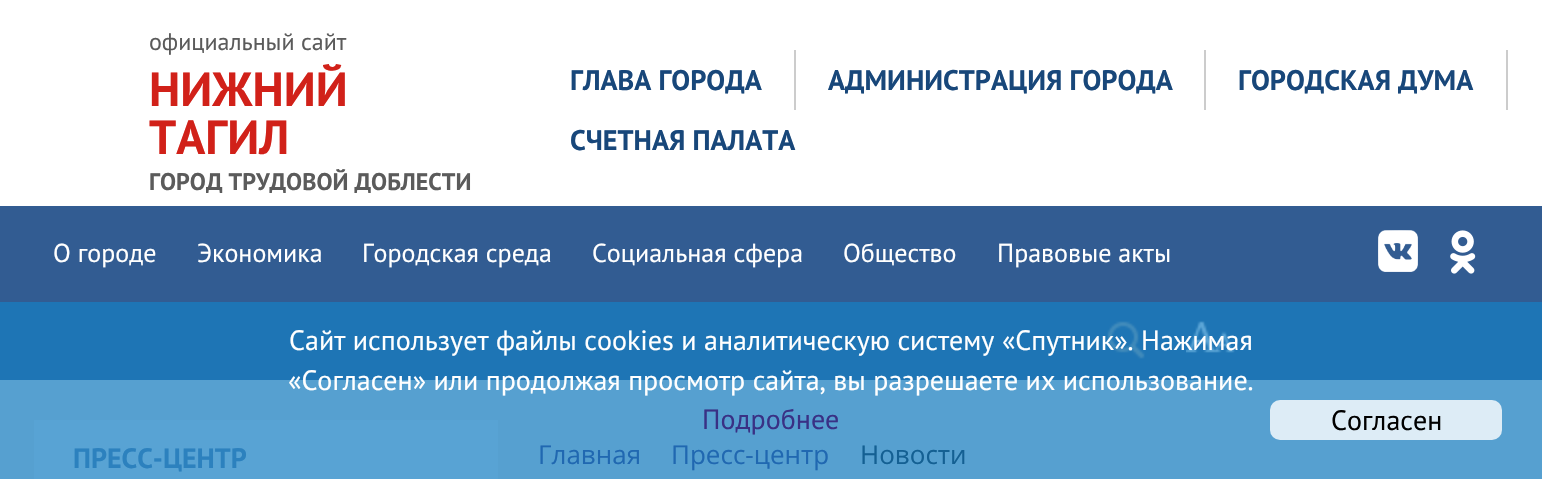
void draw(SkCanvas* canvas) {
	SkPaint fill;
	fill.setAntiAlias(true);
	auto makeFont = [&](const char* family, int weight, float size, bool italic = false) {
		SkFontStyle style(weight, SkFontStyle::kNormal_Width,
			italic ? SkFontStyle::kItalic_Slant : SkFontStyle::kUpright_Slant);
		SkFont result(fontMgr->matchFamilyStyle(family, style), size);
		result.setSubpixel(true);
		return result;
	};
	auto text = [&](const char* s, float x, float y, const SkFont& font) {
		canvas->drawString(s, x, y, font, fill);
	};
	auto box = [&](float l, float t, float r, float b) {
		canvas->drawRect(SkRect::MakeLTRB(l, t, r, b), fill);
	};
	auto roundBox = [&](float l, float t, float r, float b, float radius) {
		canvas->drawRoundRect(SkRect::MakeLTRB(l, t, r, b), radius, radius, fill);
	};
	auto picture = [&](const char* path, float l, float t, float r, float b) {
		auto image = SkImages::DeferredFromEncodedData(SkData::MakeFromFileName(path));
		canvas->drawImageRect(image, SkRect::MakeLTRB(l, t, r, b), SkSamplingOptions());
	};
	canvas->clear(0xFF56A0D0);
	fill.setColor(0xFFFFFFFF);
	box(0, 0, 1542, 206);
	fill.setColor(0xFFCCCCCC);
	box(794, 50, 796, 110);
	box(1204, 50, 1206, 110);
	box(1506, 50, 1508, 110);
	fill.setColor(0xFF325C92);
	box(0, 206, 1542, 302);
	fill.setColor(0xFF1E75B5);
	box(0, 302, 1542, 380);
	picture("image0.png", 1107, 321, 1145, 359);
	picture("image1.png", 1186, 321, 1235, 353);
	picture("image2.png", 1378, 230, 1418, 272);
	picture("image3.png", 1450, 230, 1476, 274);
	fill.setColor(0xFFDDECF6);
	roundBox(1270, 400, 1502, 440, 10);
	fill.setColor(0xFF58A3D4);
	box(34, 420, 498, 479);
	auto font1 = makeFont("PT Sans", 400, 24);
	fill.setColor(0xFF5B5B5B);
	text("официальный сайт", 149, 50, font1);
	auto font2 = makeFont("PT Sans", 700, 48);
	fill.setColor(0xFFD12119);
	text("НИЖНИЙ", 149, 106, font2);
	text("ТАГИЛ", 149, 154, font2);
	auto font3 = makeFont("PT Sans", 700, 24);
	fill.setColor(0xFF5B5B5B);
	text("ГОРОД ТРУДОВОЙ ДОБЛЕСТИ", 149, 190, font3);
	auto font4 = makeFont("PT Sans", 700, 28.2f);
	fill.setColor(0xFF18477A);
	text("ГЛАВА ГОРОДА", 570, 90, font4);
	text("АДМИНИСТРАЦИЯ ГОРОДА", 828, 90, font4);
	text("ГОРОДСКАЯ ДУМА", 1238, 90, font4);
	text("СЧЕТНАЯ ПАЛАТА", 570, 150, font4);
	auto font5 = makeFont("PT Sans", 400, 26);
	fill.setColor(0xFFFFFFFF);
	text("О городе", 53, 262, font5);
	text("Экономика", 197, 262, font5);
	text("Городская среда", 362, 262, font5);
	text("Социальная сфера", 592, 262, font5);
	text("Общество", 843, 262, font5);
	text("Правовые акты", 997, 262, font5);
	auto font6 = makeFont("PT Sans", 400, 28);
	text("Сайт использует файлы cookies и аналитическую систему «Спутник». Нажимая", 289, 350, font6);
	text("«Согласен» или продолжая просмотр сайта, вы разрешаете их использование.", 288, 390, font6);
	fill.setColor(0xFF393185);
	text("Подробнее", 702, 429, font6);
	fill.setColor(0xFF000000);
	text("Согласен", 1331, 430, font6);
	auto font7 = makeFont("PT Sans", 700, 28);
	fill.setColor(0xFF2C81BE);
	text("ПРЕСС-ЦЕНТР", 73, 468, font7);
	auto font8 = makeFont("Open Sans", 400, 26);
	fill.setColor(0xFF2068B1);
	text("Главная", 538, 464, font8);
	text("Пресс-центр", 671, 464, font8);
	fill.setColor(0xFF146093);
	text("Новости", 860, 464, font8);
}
§ §
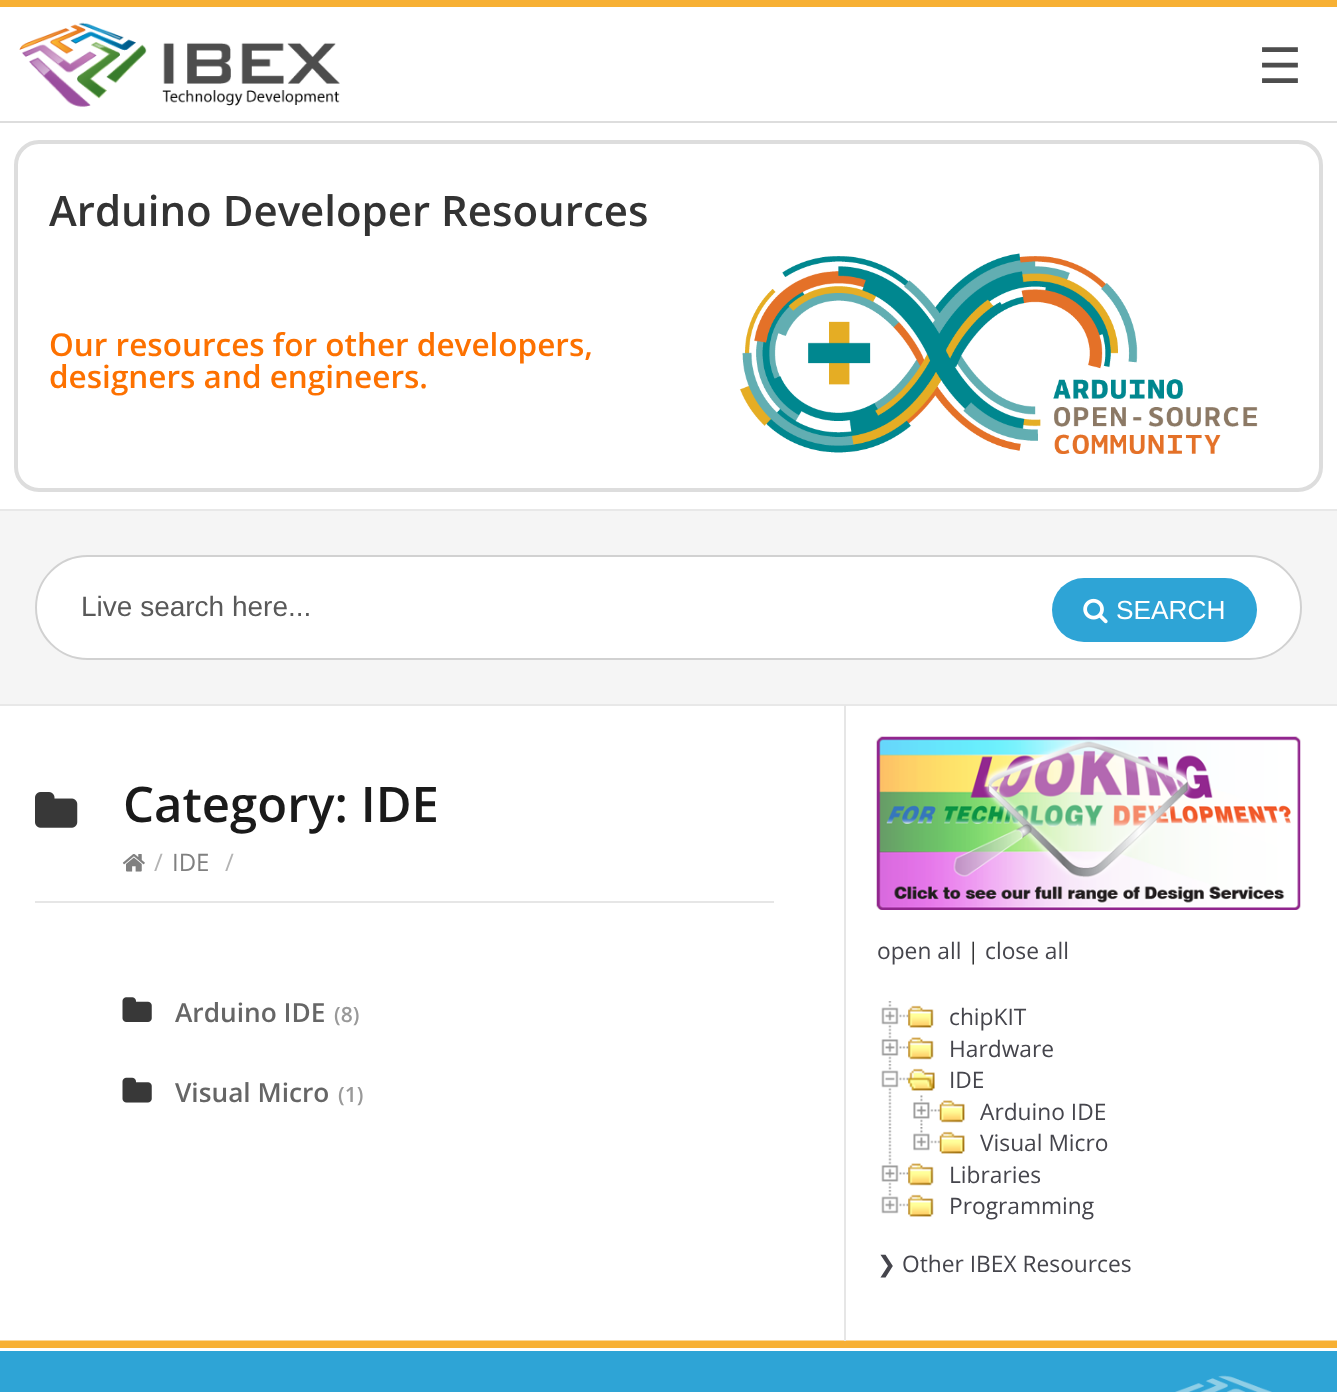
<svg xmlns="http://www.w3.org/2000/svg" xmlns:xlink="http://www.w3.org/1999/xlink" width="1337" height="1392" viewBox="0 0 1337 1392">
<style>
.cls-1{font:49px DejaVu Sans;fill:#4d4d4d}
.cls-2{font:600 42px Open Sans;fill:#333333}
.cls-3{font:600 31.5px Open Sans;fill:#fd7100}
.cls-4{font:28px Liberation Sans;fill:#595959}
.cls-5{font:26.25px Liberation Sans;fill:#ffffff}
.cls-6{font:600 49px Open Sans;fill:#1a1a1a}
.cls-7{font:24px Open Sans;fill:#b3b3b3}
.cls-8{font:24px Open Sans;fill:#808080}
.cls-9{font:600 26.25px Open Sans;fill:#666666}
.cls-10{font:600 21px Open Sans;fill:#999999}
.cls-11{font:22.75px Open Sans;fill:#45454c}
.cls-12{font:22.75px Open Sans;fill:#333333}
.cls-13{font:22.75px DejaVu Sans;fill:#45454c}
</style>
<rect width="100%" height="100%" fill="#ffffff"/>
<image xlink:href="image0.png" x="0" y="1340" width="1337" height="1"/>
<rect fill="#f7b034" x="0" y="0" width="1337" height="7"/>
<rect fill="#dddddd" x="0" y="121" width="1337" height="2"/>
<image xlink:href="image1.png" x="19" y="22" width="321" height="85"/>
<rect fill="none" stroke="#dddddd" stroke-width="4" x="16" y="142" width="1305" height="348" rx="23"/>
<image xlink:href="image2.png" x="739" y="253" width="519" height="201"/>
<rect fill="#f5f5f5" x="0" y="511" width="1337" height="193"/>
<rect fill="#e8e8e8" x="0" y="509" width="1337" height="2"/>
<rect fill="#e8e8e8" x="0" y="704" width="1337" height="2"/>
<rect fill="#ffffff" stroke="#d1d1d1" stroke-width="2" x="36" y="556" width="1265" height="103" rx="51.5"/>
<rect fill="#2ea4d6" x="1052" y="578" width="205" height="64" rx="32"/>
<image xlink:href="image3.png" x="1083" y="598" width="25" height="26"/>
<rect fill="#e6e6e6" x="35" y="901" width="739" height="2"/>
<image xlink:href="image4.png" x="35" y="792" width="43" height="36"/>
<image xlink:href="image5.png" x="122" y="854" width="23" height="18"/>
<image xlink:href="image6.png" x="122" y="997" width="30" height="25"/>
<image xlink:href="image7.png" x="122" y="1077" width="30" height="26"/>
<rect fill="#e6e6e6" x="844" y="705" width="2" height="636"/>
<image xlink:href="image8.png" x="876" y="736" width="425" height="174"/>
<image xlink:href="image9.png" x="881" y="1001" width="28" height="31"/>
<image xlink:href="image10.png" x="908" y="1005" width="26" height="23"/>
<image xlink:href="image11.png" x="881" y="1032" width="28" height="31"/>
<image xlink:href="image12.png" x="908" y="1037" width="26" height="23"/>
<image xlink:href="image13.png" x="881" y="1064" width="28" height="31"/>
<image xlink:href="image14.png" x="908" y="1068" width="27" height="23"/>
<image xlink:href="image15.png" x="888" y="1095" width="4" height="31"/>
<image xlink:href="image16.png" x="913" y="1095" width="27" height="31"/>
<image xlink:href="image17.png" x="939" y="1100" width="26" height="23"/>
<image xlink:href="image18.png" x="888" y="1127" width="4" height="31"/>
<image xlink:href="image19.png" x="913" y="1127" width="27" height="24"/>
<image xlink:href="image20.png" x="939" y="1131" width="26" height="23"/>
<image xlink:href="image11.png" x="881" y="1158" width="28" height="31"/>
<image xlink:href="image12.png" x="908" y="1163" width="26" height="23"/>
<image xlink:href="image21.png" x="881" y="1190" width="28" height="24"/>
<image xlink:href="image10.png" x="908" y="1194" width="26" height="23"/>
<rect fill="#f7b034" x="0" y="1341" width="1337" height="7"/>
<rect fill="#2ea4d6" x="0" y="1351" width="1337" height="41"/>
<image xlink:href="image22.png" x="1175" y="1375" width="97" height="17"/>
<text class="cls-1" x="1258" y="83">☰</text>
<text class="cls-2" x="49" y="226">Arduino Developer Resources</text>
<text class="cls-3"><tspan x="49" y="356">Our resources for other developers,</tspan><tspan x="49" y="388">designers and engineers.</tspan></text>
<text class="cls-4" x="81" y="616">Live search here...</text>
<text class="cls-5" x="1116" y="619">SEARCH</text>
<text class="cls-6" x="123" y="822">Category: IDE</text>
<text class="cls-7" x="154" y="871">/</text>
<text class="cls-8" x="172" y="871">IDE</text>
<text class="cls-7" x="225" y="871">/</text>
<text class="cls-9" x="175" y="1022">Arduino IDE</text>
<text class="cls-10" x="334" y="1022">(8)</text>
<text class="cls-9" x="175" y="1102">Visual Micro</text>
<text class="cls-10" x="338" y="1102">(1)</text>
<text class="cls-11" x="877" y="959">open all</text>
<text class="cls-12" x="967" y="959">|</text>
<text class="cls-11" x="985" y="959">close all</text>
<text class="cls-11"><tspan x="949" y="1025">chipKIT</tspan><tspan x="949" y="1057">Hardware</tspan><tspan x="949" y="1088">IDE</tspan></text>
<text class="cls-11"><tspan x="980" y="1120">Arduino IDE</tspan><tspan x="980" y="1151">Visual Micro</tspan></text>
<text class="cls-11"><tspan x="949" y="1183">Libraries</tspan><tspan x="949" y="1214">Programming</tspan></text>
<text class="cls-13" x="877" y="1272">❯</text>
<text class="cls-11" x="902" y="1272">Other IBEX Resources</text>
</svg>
§ §
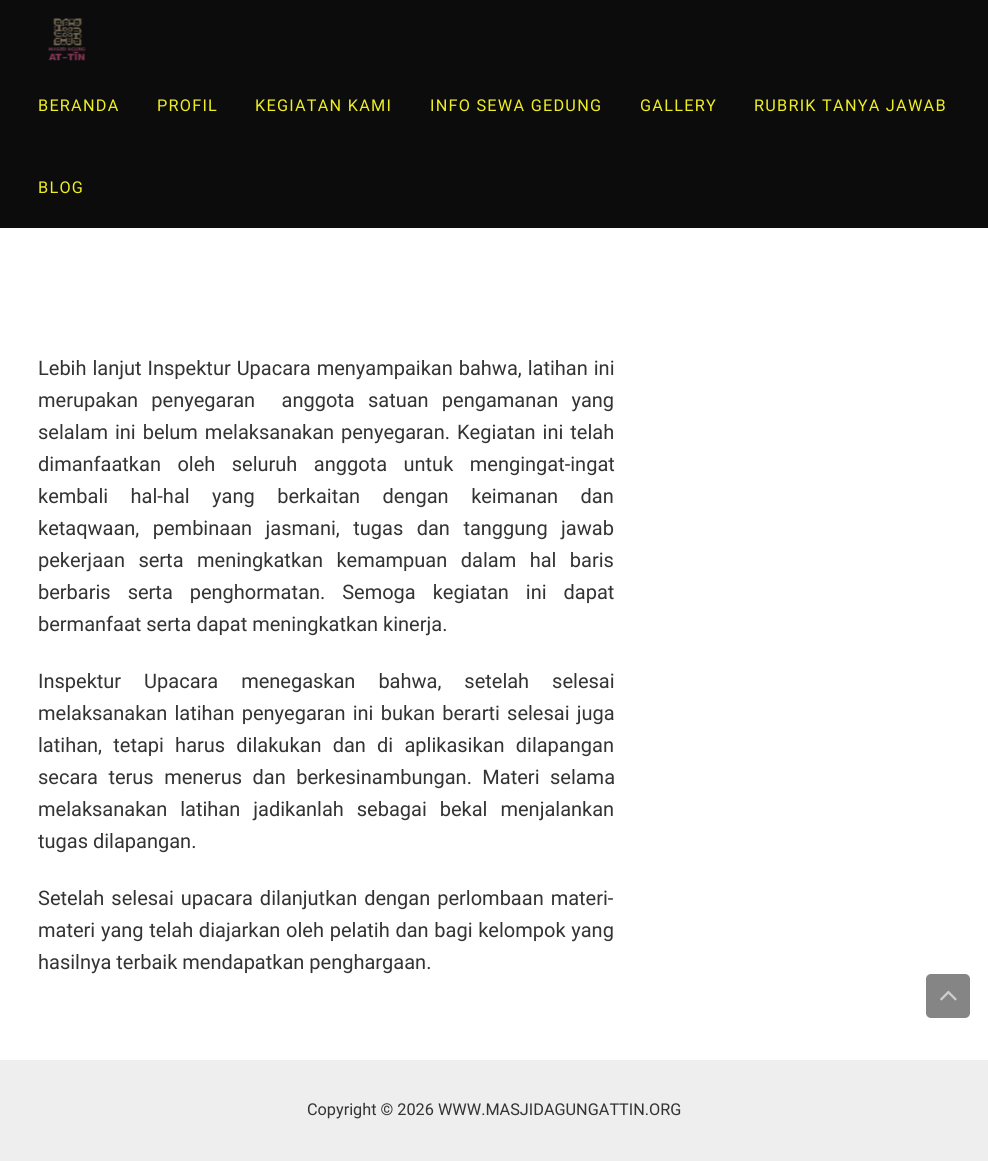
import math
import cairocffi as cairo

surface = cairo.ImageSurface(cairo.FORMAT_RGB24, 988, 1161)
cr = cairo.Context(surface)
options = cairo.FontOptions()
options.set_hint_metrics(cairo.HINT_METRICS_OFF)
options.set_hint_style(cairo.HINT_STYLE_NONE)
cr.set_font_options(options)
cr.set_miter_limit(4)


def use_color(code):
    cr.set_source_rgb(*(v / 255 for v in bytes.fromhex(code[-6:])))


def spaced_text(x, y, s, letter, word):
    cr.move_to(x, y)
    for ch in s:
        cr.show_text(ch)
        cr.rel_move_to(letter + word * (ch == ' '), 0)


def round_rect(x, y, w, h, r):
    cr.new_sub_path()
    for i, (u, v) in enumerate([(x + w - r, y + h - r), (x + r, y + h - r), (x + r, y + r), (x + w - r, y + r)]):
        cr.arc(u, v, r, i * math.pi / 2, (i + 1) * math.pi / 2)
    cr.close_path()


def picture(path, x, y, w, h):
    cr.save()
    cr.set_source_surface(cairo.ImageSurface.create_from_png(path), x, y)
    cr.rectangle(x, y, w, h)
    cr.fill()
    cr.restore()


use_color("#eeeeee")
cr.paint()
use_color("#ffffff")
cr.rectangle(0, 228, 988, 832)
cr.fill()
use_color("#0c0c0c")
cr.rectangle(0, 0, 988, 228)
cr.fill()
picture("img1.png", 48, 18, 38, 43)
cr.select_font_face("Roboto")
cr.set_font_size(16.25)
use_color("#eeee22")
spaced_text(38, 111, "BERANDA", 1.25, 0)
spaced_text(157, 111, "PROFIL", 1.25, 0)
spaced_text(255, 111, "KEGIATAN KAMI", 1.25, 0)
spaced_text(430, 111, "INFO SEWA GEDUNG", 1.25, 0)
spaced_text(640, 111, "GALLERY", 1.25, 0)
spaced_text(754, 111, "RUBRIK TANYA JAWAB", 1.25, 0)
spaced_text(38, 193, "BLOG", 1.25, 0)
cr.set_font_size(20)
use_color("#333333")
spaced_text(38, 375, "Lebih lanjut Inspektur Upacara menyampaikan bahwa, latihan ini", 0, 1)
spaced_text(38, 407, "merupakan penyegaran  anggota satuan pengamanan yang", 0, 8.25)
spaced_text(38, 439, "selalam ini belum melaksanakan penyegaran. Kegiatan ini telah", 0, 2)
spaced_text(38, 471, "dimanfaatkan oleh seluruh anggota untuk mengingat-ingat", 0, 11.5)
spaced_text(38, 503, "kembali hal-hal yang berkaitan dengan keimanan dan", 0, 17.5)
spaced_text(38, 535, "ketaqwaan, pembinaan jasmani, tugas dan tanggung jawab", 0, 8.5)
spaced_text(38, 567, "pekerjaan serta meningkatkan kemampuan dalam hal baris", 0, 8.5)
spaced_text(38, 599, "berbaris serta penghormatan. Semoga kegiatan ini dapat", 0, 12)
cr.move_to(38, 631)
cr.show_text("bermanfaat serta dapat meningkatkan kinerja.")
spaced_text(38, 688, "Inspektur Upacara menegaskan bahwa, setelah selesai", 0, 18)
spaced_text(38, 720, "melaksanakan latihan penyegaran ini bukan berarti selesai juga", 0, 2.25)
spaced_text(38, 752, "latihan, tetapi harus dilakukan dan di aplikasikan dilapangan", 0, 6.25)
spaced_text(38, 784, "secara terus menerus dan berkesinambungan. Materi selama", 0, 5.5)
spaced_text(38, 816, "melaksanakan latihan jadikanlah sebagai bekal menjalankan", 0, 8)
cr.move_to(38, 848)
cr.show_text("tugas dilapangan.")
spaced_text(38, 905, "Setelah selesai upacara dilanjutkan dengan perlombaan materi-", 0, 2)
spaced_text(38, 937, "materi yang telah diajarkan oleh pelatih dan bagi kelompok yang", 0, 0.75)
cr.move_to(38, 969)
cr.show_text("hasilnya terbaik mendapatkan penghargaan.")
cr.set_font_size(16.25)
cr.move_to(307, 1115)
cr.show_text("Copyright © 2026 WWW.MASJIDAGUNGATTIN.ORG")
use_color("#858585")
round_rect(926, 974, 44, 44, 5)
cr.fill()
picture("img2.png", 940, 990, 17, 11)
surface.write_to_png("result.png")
§ §
* _What is expected_:
All that belongs in the answer is the run of lines above from the line containing "void draw(SkCanvas* canvas)" through the line containing "auto box = [&](float", exactly as written.

* _Result below_:
void draw(SkCanvas* canvas) {
	SkPaint fill;
	fill.setAntiAlias(true);
	auto makeFont = [&](const char* family, int weight, float size, bool italic = false) {
		SkFontStyle style(weight, SkFontStyle::kNormal_Width,
			italic ? SkFontStyle::kItalic_Slant : SkFontStyle::kUpright_Slant);
		SkFont result(fontMgr->matchFamilyStyle(family, style), size);
		result.setSubpixel(true);
		return result;
	};
	auto text = [&](const char* s, float x, float y, const SkFont& font) {
		canvas->drawString(s, x, y, font, fill);
	};
	auto box = [&](float l, float t, float r, float b) {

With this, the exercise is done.